In Depth

How Boris Johnson’s Brexit deal could slip through parliament

PM faces huge numerical challenge - but there are signs resistance is crumbling

Boris Johnson has returned from Brussels, where yesterday he announced a new Brexit deal, and will now spend the next 24 hours trying to sell it to MPs before a vote tomorrow in a rare Saturday sitting of the Commons.

Despite his air of triumph, the prime minister will face quite a challenge to get what he calls his “great new deal” approved. Having failed to get the DUP on side, he now needs the support of some combination of Labour MPs, pro-Brexit hardliners and the Conservatives he expelled.

Yet Sky News detects “clear signs that some of the resistance is crumbling”. So can he do it?

Analysis in The Times suggests that 283 MPs will almost certainly vote for the deal, and 299 will vote against it. With 57 MPs undecided, he needs 320 votes to get the deal passed. 

He is already deploying persuasion techniques. Having threatened to expel hardline Brexiteers who fail to back him, government whips have told the Conservative rebels who were kicked out of the party for voting for the Benn act that they may be readmitted if they support the new deal.

Meanwhile, Labour MPs have been offered concessions on workers’ rights in an attempt to win them over.

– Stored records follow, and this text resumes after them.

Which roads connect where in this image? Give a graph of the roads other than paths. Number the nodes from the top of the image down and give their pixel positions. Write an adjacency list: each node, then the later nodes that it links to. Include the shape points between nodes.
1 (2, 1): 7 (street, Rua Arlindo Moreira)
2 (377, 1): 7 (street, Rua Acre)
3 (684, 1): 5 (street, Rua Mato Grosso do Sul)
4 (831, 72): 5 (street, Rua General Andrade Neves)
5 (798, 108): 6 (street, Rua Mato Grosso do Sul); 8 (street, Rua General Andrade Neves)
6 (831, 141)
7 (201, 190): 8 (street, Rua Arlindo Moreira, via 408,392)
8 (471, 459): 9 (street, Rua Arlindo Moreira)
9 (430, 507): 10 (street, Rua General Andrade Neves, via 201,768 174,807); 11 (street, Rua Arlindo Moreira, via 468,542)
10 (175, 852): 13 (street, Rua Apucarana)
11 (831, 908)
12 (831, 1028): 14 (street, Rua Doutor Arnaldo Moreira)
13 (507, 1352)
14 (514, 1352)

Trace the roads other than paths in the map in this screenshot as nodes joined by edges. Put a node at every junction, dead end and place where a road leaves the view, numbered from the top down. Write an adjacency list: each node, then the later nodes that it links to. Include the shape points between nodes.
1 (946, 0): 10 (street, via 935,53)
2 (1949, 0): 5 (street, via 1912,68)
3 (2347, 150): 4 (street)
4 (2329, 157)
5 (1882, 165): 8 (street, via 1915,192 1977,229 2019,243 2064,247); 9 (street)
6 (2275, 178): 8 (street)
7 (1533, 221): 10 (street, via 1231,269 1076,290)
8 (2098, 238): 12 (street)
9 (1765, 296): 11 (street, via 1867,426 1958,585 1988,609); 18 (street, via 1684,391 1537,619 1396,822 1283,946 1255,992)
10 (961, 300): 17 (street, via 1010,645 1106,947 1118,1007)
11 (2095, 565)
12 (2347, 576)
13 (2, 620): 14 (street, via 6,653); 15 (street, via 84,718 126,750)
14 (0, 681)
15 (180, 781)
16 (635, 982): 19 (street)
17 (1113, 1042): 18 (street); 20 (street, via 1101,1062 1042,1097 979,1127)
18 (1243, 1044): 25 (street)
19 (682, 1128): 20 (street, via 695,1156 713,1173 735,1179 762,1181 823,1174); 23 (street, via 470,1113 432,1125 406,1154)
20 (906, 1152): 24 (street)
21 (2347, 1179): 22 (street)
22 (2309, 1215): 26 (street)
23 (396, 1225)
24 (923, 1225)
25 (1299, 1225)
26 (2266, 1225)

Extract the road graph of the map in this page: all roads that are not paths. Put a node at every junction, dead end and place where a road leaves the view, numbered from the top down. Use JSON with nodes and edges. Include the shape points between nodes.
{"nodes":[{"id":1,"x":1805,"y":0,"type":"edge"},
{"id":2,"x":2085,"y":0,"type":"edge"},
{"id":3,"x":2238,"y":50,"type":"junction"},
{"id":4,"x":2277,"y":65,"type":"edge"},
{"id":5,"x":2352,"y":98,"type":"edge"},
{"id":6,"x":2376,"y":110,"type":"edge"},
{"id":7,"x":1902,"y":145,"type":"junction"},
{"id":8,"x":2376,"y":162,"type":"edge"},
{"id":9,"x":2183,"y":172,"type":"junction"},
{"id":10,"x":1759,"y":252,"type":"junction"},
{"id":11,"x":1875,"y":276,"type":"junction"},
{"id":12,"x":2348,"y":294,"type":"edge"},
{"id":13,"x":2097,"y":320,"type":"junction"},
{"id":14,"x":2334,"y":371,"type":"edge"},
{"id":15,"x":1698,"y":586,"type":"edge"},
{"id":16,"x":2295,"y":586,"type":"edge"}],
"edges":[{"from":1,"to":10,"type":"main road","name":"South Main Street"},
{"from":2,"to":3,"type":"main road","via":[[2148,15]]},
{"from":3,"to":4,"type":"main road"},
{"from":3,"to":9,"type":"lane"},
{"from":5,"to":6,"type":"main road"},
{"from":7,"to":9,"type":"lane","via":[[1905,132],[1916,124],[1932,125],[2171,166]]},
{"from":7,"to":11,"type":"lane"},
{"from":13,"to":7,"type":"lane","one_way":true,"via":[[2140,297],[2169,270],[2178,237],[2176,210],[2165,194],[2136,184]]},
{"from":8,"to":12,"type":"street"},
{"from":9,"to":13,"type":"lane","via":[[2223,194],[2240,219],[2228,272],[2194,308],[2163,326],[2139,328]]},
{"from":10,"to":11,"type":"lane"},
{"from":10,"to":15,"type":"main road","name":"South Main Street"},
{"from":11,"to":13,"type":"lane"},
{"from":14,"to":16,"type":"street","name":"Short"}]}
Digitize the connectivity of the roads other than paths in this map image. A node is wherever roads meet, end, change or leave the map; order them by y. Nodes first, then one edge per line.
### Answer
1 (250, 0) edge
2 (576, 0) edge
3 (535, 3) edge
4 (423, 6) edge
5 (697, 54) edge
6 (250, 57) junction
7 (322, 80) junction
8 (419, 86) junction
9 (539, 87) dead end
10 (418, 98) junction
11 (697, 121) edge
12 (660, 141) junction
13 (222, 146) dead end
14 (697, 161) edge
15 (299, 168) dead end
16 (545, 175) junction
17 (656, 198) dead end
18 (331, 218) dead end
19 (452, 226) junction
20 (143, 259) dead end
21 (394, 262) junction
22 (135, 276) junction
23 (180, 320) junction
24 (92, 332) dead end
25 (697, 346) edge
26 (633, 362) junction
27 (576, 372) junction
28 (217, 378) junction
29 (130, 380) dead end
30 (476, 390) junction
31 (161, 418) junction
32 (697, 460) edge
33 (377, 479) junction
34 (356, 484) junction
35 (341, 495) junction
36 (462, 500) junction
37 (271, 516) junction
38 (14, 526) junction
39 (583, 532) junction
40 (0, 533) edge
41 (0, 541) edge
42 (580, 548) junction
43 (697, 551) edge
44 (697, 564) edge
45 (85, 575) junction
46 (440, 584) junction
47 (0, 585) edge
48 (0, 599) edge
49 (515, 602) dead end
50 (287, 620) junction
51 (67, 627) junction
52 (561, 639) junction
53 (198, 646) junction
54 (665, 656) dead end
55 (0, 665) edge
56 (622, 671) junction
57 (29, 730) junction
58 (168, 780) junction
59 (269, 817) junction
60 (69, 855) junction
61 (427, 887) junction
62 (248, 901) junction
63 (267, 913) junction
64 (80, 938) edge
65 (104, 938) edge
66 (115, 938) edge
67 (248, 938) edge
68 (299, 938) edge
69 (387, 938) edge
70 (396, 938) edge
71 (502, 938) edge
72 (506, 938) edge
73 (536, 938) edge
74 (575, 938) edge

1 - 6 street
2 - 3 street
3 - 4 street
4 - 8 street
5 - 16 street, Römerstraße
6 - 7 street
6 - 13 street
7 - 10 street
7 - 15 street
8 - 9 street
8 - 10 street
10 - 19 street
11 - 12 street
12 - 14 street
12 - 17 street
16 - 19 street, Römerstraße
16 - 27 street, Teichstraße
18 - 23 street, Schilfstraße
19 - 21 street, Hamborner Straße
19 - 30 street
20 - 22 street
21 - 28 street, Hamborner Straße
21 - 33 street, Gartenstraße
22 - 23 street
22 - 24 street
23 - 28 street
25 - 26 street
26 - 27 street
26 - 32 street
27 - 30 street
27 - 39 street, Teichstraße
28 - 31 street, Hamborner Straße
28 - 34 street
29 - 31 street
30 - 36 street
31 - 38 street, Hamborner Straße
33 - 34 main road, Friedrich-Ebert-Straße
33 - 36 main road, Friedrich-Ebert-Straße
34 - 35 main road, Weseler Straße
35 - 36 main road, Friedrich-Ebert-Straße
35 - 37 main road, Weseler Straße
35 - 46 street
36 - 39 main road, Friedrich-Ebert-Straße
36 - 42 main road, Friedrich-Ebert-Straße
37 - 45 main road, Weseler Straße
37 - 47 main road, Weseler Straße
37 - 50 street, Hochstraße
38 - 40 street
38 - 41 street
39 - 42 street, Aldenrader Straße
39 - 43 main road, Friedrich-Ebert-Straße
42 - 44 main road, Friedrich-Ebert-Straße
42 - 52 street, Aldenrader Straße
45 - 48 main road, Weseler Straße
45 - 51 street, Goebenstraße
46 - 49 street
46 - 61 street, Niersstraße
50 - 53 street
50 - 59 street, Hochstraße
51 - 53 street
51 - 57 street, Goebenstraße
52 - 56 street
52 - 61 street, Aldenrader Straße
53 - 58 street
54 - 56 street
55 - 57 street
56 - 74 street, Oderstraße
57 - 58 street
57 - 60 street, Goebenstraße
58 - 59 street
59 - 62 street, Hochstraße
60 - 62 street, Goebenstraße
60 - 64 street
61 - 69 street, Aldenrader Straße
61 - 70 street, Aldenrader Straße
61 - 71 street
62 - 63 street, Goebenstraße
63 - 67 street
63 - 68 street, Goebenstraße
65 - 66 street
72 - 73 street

The DUP remains the main obstacle. The party has said it is “unable” to back the proposals in the Commons as they are not in the best interests of Northern Ireland. Its deputy leader, Nigel Dodds, says Johnson was “too eager by far to get a deal at any cost”.

The focus will therefore swing to Tory Brexiteers who opposed Theresa May’s deal on all three occasions. The 28 hardliners known as the Spartans have not spoken out against Johnson’s deal, says  The Guardian, “giving No 10 hope that they will swing behind the prime minister”.

In The Times, however, Iain Martin argued that the “transparently obvious message” that compromise will be needed “does not, yet, seem to have penetrated all Brexiteer skulls in parliament”. 

After the ERG’s steering committee met on Thursday for a “deep discussion” about the new agreement, a source told The Guardian: “There were a lot of mixed views. This vote will cause some agony for some members, but it will be up to each member’s conscience.”

Although the group has previously stated that it would take its lead from the DUP, several members, including Peter Bone and Andrew Bridgen, signalled that they were likely to vote for the agreement.

Others were sitting on the fence. Steve Baker and Mark Francois said there were only “limited remaining concerns”. Sir Bernard Jenkin said: “It looks very much better than [Theresa] May’s deal.”

Andrew Bridgen, meanwhile, was more explicitly positive, saying of Johnson’s deal: “It looks like Brexit. It smells like Brexit. It is Brexit.” 

David Cameron, the former prime minister, predicted that Johnson will pass the deal. Speaking in North Yorkshire last night, he said: “The thing about the greased piglet is that he manages to slip through other people’s hands where mere mortals fail.

“I hope he’ll get it through parliament. I suspect he will, but it will be tight.”